John Lynch: The Berrima Axe Murderer

Squire Dunleavy

With all in order Lynch became Squire Dunleavy and, considering that he was well known throughout the district and still moved about freely (though under the name of John Dunleavy) without anyone becoming suspicious about the name change, Lynch probably couldn't be blamed for thinking that the good Lord truly was looking after him.

Lynch even hired a couple, Terence and Clara Barnett, to run the farm for him while he took the produce to the markets. The bodies of the four other people he had murdered hadn't been discovered and no one seemed to be looking for them.

For the next six months Lynch lived a charmed existence, and had it not been for his murder of the Irishman Kearns Landregan, he might have lived his life on the Mulligan's farm without anyone being the wiser. John Dunleavy, aka Lynch, was a good farmer who was loved by his staff and trusted by his creditors and was from all accounts a gentle and considerate man.

The only reason that Lynch could give as to why he committed his ninth murder, leaving clues and witnesses all over the district, was that he was convinced that he was under the protection of a supreme being and beyond capture. The normally thorough Lynch hadn't even gone to the trouble to prepare an alibi for the Landregan killing.

In Lynch's confession he described the circumstances leading up to the murder. He said that he met Landregan on his way back from Sydney and offered him a job fencing on his farm. As they passed Crisp's Inn, Landregan hid himself and explained to Lynch that he didn't want to be seen because Crisp had summonsed him for stealing a bundle of clothes.
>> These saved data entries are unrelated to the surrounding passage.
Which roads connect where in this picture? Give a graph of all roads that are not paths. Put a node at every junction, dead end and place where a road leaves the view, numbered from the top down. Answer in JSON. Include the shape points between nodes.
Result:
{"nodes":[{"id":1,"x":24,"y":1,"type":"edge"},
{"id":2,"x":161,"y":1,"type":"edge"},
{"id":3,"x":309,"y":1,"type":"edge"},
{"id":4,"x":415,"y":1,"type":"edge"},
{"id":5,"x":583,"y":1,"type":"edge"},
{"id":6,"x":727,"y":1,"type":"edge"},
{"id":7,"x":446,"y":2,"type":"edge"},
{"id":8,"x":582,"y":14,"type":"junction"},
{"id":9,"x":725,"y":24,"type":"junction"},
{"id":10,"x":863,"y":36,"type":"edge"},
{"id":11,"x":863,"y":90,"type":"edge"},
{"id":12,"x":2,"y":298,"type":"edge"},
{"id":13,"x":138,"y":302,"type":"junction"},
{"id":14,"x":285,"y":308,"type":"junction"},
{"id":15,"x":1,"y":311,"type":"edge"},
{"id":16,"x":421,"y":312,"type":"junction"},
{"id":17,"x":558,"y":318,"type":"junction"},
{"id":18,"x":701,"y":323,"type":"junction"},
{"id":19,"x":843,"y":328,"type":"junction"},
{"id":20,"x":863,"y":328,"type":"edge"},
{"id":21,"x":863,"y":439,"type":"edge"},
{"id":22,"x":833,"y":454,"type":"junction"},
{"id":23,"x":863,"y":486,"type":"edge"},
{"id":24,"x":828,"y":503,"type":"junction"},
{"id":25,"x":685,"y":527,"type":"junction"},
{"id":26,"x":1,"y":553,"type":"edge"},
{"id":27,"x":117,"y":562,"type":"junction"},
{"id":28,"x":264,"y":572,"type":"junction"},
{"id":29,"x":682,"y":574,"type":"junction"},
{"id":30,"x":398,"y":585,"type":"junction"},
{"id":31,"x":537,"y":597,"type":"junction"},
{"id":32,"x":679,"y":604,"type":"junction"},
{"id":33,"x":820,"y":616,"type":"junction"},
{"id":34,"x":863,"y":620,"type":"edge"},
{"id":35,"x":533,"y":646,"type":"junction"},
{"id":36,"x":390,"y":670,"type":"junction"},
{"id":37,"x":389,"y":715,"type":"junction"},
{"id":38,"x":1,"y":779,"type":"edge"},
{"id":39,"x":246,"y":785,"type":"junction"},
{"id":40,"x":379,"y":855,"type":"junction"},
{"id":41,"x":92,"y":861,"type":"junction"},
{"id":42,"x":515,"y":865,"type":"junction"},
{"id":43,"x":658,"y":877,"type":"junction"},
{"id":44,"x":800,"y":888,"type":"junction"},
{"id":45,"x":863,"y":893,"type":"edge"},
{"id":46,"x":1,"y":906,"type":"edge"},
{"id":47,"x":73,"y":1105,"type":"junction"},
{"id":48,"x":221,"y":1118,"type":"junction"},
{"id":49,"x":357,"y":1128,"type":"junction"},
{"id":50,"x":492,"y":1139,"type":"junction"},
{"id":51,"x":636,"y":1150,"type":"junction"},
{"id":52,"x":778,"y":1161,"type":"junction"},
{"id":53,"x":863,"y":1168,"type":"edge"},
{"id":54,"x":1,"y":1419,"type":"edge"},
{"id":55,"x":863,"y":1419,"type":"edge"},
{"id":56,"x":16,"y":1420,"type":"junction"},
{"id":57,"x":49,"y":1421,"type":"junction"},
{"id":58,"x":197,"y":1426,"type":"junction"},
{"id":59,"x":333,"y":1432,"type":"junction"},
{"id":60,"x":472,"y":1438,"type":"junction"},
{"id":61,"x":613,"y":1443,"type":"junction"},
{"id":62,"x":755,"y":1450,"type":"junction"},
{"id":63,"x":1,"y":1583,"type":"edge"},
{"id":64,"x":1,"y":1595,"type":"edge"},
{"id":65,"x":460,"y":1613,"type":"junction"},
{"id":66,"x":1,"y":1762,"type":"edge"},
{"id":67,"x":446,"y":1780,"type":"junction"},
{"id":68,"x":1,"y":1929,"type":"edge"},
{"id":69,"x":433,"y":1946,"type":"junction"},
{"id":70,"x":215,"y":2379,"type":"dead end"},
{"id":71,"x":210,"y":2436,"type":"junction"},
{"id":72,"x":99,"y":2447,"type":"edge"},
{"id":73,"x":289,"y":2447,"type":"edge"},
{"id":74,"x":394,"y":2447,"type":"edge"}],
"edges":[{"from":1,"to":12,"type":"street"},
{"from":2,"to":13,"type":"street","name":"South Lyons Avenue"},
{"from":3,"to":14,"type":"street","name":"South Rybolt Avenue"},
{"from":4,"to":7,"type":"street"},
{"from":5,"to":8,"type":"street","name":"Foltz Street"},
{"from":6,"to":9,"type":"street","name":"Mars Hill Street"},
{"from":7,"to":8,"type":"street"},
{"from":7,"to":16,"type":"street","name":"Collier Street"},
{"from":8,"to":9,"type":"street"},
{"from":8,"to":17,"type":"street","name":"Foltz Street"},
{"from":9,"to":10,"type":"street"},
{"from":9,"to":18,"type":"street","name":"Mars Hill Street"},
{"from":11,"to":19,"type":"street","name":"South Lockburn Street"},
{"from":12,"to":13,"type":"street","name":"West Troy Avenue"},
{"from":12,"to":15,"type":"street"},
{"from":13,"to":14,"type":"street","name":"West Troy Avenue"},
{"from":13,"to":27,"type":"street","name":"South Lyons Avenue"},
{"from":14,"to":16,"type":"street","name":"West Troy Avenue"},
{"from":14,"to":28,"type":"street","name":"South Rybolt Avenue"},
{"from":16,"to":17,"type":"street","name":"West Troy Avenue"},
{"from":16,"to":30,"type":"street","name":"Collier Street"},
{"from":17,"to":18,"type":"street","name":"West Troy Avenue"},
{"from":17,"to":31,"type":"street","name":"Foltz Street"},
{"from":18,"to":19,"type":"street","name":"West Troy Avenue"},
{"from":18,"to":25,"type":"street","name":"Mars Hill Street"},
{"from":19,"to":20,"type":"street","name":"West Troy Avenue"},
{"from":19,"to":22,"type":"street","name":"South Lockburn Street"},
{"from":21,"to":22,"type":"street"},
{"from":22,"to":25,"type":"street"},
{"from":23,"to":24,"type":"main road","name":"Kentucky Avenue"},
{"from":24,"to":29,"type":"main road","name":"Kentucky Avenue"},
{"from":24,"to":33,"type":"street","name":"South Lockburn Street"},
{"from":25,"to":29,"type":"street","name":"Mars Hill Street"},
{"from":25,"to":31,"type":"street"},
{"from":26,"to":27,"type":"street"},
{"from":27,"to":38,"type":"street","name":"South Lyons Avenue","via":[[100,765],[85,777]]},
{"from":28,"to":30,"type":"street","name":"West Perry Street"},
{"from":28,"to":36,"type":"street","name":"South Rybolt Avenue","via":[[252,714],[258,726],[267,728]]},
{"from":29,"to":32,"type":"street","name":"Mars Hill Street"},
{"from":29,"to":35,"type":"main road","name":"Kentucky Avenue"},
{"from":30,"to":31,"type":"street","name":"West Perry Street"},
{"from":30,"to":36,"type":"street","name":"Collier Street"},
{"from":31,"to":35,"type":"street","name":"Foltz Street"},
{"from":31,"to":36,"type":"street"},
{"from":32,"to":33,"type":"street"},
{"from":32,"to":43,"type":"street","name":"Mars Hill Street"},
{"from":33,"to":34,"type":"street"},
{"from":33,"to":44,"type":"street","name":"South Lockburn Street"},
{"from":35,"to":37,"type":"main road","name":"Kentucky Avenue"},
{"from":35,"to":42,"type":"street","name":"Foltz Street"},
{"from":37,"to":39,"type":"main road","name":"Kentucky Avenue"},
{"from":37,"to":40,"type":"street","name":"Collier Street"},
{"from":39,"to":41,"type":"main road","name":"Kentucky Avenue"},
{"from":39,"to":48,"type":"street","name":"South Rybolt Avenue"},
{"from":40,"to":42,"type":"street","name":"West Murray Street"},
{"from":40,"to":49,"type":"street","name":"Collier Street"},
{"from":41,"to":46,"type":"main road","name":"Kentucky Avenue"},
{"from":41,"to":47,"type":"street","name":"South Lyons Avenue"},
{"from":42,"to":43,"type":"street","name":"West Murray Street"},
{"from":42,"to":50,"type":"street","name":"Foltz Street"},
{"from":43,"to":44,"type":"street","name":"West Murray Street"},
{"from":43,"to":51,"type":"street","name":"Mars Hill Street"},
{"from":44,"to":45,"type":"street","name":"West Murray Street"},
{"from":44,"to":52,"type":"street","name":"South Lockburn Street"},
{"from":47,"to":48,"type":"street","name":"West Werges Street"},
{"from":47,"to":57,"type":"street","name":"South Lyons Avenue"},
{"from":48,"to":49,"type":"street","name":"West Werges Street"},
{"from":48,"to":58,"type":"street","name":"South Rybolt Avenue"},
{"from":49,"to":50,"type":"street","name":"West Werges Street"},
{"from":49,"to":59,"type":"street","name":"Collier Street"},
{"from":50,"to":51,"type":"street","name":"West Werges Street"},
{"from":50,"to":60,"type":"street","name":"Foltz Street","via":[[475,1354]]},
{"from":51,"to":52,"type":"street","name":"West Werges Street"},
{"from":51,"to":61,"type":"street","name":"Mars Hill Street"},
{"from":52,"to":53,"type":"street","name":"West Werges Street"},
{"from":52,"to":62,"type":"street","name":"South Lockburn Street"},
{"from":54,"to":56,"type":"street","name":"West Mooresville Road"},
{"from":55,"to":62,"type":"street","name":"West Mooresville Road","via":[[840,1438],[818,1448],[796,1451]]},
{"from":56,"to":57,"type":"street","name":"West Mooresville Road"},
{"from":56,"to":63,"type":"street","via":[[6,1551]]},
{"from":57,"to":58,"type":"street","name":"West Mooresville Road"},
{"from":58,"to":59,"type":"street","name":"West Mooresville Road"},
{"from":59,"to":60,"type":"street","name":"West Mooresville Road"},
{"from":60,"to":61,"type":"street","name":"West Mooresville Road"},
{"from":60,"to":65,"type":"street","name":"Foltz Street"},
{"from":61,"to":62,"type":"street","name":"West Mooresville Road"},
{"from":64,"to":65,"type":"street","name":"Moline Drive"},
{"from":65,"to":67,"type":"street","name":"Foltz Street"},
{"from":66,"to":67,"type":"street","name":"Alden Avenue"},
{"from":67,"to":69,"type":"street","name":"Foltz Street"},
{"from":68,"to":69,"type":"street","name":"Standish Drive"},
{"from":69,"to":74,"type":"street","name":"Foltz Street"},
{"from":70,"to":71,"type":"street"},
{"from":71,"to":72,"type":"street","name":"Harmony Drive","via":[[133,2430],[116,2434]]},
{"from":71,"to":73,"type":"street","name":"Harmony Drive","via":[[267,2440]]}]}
"After I heard that I was determined to get rid of him," said Lynch, despite his own history of theft and armed robbery. Perhaps he had by then truly transformed himself into the respectable farmer John Dunleavy, who thought thieving rabble were best put to death.

After they had dinner together at the Woolpack Inn, which was witnessed by all of the staff and numerous patrons, Lynch drove Landregan to the Ironside Bridge where they set up camp for the night. As Landregan sat on a log chuckling away to himself at a joke that Lynch had told him, Lynch snuck up behind him and cracked him over the back of the skull with his tomahawk.

But the huge man didn't die with the first blow. He rolled to the ground unconscious with the smile still on his face. It took a couple more blows to smash in the back of his skull and kill him. Lynch then took £40 from the dead man's pockets.

Sketch of Berrima gallows
Sketch of Berrima gallows

John Lynch was hanged at Berrima Jail on April 22, 1842.

With the gruesome tally of nine victims, John Lynch is Australia's most prolific individual serial killer.